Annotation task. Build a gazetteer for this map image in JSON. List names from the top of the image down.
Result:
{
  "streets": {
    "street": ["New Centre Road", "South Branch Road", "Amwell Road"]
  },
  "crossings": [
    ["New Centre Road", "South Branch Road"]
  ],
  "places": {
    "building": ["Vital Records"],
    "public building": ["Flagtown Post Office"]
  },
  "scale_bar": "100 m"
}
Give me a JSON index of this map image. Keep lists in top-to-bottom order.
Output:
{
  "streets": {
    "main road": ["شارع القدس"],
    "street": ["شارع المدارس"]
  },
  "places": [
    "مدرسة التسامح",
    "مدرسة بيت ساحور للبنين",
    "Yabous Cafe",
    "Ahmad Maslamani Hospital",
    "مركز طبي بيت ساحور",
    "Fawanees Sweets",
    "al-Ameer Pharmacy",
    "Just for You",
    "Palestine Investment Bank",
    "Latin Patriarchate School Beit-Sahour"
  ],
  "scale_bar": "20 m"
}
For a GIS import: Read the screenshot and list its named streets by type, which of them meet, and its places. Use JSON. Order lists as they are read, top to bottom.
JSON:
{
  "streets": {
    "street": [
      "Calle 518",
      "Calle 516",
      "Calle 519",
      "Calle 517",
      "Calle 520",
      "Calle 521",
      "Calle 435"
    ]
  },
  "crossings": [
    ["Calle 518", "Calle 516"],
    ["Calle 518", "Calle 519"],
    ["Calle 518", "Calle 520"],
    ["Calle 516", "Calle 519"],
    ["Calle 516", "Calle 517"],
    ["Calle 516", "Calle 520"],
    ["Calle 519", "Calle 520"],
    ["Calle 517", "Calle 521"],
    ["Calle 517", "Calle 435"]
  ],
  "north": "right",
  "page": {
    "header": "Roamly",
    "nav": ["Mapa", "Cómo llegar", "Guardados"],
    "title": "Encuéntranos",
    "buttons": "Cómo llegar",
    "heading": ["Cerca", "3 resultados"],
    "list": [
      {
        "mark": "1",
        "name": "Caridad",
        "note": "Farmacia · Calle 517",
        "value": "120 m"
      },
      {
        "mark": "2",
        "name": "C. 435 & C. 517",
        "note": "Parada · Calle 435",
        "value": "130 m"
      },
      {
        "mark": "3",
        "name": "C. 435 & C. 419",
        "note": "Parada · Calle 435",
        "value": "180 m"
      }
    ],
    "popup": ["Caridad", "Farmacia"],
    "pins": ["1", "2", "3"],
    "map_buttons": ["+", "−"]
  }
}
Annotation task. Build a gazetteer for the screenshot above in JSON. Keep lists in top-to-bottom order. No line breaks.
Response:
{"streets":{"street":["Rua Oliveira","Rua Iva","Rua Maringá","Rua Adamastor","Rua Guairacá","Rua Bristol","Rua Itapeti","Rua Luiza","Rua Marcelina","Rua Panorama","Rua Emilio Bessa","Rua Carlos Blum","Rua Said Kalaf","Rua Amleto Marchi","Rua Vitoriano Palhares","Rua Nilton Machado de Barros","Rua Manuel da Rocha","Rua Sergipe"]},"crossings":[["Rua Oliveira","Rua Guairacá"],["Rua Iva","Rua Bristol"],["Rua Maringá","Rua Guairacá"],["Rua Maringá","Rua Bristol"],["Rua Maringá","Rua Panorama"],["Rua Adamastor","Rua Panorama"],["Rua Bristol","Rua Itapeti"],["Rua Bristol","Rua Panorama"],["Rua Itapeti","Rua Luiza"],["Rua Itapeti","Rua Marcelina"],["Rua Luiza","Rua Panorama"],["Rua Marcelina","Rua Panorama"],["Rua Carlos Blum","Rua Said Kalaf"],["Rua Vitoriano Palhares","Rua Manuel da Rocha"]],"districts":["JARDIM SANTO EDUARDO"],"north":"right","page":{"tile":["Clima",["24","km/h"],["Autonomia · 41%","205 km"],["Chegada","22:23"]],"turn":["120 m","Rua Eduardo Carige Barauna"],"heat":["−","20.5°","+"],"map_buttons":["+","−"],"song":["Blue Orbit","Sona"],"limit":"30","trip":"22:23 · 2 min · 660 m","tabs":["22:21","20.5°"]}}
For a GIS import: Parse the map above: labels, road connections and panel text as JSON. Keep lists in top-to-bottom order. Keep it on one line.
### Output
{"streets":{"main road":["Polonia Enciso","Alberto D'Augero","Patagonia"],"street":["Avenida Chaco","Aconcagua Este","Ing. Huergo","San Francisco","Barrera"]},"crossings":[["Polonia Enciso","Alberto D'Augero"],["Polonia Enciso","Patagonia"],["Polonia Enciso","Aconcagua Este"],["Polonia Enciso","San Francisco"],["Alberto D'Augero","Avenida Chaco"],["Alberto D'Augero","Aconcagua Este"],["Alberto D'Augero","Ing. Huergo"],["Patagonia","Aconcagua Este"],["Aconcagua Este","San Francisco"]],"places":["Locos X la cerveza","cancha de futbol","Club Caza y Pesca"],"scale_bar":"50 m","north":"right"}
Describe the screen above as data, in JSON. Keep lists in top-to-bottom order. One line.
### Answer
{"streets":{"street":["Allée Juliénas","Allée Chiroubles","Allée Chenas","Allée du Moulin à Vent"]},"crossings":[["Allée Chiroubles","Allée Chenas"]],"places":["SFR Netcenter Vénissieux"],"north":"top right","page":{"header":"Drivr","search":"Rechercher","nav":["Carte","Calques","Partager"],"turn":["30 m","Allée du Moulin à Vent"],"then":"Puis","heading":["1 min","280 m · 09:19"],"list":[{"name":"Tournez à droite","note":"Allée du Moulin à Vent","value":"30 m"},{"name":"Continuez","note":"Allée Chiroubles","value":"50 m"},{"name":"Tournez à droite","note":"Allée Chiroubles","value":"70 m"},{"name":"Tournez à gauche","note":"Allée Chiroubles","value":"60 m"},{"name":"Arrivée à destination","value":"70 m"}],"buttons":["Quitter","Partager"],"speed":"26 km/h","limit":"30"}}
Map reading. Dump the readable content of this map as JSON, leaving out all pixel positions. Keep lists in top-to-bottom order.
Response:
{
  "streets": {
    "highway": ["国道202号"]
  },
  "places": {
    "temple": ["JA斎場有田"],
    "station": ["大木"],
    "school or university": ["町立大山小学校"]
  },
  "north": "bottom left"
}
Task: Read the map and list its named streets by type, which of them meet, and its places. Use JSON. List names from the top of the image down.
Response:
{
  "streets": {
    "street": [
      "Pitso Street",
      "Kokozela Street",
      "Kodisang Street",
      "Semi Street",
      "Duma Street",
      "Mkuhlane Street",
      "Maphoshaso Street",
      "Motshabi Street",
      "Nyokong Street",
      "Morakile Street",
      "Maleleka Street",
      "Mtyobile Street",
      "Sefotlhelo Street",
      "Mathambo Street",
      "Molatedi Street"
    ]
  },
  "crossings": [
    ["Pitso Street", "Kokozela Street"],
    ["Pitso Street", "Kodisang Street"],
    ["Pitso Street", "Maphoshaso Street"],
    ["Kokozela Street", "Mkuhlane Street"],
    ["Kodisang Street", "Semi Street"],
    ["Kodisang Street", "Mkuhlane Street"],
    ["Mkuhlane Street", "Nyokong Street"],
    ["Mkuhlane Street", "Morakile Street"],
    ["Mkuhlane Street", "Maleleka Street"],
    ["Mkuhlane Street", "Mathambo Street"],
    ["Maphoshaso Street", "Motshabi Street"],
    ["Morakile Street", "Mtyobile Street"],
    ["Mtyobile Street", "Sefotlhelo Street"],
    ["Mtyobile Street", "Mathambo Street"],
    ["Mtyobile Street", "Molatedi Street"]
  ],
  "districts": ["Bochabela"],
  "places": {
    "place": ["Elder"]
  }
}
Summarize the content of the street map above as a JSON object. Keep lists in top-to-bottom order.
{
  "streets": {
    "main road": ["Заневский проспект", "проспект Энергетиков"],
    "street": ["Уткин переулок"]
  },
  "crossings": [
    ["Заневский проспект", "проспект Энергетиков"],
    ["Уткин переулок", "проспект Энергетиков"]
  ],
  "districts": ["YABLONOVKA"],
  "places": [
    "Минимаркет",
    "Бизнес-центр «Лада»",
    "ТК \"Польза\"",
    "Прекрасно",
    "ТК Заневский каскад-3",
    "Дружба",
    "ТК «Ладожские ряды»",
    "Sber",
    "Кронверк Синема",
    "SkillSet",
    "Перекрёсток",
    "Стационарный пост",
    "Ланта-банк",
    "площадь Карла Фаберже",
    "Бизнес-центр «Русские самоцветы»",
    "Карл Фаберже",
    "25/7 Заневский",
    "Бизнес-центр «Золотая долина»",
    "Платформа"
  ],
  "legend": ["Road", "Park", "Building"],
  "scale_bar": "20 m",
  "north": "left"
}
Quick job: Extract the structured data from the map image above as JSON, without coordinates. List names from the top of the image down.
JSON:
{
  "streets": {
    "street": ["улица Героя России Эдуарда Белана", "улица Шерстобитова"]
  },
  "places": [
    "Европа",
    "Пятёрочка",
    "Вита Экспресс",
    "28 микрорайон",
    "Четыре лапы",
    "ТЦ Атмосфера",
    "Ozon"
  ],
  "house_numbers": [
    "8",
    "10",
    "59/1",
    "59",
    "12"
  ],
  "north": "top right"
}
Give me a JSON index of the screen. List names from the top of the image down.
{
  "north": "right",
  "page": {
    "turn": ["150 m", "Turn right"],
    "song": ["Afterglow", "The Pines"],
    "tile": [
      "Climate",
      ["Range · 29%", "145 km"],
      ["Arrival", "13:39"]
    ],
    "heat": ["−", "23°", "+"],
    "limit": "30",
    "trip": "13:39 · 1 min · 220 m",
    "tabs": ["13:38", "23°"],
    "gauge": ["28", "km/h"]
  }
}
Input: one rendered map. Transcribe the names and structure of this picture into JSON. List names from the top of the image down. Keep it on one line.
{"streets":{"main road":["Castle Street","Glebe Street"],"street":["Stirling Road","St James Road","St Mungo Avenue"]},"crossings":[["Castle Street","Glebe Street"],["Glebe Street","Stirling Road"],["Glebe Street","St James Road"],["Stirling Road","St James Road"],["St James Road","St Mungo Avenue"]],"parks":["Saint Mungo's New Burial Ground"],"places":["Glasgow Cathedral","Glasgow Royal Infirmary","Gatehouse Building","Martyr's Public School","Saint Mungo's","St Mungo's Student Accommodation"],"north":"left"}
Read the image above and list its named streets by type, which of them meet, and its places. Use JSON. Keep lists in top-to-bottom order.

==================================================

**Task objective:**
The answer must be a single number: how many lines in the records above contain the word "Annotation".

**Finished task:**
2